Here is the future time forgot.

Auto : Matic is one of the best albums of 1981. Liquid-smooth space-pop sound pools, dramatic keyboards and computerized instrumental bits of sprightly electronica combine to make a record that will almost certainly be the sound of the future.

What’s that you say? It’s 2003, not 1981? That’s kind of the point. This is an album made by and for someone who wants to go back in time to that all-too-brief period when it seemed that deceptively facile-sounding synth pop would rise in a euphoric crescendo and cover the whole earth.

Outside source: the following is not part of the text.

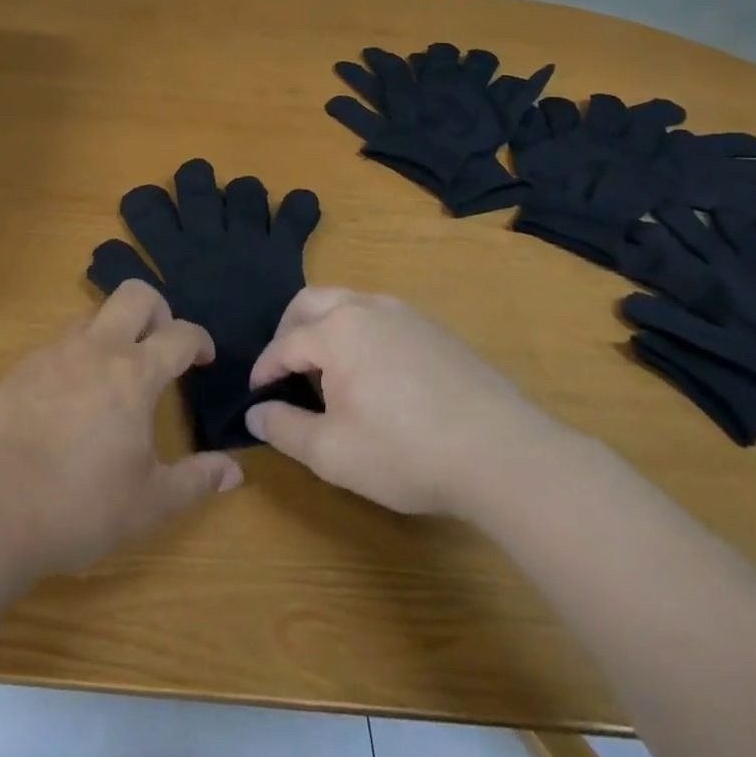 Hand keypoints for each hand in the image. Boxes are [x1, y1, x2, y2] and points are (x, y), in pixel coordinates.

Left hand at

Okay, so maybe it was only me who expected that to happen (I really liked the Thompson Twins’ Into The Gap), but I’m not alone in knowing that some of the groups of that era deserved better than to be declared utterly disposable. Venus Hum knows it. The Human League still knows it. And Rod McQuarrie, who is I Satellite, knows it as well. Songs like “Robot Parade” and “Retropolis”•which really should have been this LP’s title track•deliver that unmistakable message. The result is terrific, if you like that sort of thing (and I do). Much synth-pop is the sound of boffins in their bedrooms imagining the state of the cool world outside their windows, and that is the source of much of its charm. “Where In The World,” one of this album’s more romantic cuts, is a perfect example: The vocalist lies in bed wondering, “where in the world” an undefined “you” is “tonight.”

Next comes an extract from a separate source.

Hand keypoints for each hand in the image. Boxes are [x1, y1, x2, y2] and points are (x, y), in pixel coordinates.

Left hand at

But the flipside is that having arrived in the wayback machine, McQuarrie doesn’t distinguish himself very well among the sounds of 1981. Oh, he tries his best at assimilation: Half of these songs (give or take) could slip imperceptibly onto any OMD/Human League/Naked Eyes/Yaz/Depeche Mode set of the era•and that’s part of the problem. OMD, Yaz and Depeche Mode don’t need him, they had Bowie, Kraftwerk and Roxy to contend with•but I Satellite needs them.

Another problem is that while McQuarrie has picked up many of the strengths of early synth pop, he’s taken on one or two of the weaknesses as well. I give the benefit of the doubt that his singing is heartfelt, but in places it has the weakness of much early English New Wave. Which doesn’t mean it can’t get better, of course. Think of Phil Oakey at the beginning of The Human League. Though his voice would go on to become a defining instrument of its genre, early on he was a pale shadow of his future self.

It’s too late for McQuarrie to define his genre, but one or two of his vocals (“I Want You”) do point the way to a more lush future•as the lead singer in a Heaven 17 tribute band.

Auto : Matic recaptures the essence of an era sparklingly if not quite brilliantly. But it is not enough to be a pastiche Polaroid of other songs and bands…that way lays Katrina and the Waves.